Neuromorphic computing mimics brain-inspired mechanisms through spiking neurons and energy-efficient processing, offering a pathway to efficient in-memory computing (IMC). However, these advancements raise critical security and privacy concerns. As the adoption of bio-inspired architectures and memristive devices increases, so does the urgency to assess the vulnerability of these emerging technologies to hardware and software attacks. Emerging architectures introduce new attack surfaces, particularly due to asynchronous, event-driven processing and stochastic device behavior. The integration of memristors into neuromorphic hardware and software implementations in spiking neural networks offers diverse possibilities for advanced computing architectures, including their role in security-aware applications. This survey systematically analyzes the security landscape of neuromorphic systems, covering attack methodologies, side-channel vulnerabilities, and countermeasures. We focus on both hardware and software concerns relevant to spiking neural networks (SNNs) and hardware primitives, such as Physical Unclonable Functions (PUFs) and True Random Number Generators (TRNGs) for cryptographic and secure computation applications. We approach this analysis from diverse perspectives, from attack methodologies to countermeasure strategies that integrate efficiency and protection in brain-inspired hardware. This review not only maps the current landscape of security threats but provides a foundation for developing secure and trustworthy neuromorphic architectures.
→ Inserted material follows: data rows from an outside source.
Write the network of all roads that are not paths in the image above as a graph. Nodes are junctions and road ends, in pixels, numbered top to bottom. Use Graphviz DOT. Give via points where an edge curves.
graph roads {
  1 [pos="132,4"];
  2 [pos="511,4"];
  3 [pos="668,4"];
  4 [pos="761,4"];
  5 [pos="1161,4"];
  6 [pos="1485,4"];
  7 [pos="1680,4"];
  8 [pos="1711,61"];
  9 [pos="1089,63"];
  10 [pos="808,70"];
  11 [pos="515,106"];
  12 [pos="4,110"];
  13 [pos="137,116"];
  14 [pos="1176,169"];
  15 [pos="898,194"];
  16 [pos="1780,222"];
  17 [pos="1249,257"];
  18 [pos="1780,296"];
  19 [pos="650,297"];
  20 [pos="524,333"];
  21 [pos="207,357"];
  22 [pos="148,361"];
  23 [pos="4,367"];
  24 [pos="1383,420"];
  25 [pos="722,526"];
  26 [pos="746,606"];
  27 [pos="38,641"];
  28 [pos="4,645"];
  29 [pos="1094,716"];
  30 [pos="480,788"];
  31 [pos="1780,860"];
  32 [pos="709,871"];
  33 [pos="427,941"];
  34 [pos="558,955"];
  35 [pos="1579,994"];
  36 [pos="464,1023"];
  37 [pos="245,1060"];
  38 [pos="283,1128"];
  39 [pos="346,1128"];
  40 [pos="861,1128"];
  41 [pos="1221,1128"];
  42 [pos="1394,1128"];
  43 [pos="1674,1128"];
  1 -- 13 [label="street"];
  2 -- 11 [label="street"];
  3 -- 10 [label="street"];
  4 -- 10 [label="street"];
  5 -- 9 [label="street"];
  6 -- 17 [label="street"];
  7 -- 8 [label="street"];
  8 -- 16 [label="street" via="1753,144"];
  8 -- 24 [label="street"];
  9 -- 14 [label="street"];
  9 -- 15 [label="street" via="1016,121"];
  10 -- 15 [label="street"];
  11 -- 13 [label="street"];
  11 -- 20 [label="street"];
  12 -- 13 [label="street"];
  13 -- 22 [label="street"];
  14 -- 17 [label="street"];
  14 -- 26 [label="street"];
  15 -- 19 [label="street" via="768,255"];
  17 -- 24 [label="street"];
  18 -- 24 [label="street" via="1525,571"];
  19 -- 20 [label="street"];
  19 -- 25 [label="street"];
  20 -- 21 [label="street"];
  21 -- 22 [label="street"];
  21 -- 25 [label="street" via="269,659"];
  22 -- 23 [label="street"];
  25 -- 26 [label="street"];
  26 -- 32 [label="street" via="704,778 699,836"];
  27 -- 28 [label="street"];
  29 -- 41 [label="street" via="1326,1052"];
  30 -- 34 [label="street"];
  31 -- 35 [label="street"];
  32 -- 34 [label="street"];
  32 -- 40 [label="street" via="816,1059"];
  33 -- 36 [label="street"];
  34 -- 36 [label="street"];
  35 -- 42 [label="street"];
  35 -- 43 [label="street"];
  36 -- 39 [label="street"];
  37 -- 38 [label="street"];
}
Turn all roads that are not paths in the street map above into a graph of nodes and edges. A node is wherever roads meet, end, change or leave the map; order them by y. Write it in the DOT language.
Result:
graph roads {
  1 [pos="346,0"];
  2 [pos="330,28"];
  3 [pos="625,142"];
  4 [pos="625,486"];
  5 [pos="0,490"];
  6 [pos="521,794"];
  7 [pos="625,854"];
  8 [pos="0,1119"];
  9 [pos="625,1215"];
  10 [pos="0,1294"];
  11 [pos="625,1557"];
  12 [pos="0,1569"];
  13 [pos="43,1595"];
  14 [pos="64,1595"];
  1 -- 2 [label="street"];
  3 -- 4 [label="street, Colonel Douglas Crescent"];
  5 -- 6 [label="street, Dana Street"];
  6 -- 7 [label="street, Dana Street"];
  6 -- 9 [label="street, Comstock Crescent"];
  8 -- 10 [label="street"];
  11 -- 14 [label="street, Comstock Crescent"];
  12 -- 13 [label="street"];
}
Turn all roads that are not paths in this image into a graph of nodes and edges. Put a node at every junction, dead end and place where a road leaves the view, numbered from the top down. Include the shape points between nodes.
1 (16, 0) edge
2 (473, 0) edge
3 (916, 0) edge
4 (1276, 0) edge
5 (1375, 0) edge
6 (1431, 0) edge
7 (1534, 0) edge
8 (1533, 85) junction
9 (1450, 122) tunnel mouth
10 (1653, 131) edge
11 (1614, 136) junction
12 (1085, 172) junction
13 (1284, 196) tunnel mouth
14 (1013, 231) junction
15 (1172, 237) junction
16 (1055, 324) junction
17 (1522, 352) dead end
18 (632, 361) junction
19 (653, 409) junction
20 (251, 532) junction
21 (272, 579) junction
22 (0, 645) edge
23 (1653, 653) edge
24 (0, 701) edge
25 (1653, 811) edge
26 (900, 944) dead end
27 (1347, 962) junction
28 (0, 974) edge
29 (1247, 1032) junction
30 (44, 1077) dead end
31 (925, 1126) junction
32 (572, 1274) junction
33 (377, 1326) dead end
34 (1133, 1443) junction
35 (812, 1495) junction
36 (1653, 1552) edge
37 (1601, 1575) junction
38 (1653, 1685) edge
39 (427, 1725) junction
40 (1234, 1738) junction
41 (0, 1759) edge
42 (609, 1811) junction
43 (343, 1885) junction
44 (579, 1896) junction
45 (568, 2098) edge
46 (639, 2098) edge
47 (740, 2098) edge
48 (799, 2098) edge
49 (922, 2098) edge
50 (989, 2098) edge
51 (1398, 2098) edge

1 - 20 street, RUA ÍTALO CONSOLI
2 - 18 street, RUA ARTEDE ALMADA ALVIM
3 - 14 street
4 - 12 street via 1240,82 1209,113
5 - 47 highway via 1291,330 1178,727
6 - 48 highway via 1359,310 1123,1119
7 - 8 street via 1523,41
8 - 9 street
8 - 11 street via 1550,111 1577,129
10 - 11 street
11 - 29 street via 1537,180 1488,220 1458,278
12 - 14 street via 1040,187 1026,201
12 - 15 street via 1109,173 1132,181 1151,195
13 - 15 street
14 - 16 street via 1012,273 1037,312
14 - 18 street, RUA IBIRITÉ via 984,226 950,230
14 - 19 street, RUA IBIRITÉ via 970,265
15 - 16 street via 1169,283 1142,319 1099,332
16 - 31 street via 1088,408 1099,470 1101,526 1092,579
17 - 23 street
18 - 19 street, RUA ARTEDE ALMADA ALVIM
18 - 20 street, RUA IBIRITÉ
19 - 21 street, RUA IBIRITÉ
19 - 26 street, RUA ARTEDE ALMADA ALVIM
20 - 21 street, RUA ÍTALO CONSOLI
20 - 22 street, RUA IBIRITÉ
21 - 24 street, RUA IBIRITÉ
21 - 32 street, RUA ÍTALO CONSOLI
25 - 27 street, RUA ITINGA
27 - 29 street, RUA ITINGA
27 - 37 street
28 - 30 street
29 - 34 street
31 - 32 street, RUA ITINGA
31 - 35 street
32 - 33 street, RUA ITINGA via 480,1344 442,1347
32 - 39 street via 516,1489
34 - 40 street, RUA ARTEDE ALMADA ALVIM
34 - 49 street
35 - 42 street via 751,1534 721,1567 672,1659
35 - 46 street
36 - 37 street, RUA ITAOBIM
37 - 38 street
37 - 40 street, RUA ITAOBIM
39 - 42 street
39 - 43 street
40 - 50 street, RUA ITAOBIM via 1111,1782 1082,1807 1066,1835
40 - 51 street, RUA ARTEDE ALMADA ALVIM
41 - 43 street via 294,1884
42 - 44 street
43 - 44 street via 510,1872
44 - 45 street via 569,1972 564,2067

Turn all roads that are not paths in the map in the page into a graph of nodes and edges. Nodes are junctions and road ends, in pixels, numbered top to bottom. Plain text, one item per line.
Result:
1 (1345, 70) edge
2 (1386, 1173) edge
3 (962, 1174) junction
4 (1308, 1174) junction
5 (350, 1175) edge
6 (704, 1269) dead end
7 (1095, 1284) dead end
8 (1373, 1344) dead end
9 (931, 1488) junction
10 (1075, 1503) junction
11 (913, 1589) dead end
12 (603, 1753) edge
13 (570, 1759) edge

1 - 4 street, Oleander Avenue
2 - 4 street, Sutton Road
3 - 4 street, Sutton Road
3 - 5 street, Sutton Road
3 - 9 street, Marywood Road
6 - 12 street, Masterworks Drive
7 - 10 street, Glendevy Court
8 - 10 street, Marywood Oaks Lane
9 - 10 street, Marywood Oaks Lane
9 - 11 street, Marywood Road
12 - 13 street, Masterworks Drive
翻译：神经形态计算通过脉冲神经元和能效处理模拟脑启发机制，为实现高效存内计算提供了一条途径。然而，这些进展引发了关键的安全与隐私问题。随着仿生架构和忆阻器件的应用日益广泛，评估这些新兴技术对硬件和软件攻击的脆弱性变得愈发紧迫。新兴架构引入了新的攻击面，这尤其源于异步事件驱动处理与随机器件行为。将忆阻器集成到神经形态硬件及脉冲神经网络软件实现中，为先进计算架构（包括其在安全感知应用中的作用）提供了多样化的可能性。本综述系统分析了神经形态系统的安全态势，涵盖攻击方法、侧信道漏洞及防护对策。我们聚焦于与脉冲神经网络相关的硬件与软件问题，以及适用于密码学和安全计算应用的硬件原语，如物理不可克隆函数和真随机数生成器。我们从多重视角展开分析，从攻击方法到兼顾效率与保护的仿生硬件防护策略。本综述不仅描绘了当前安全威胁的格局，更为开发安全可信的神经形态架构奠定了基础。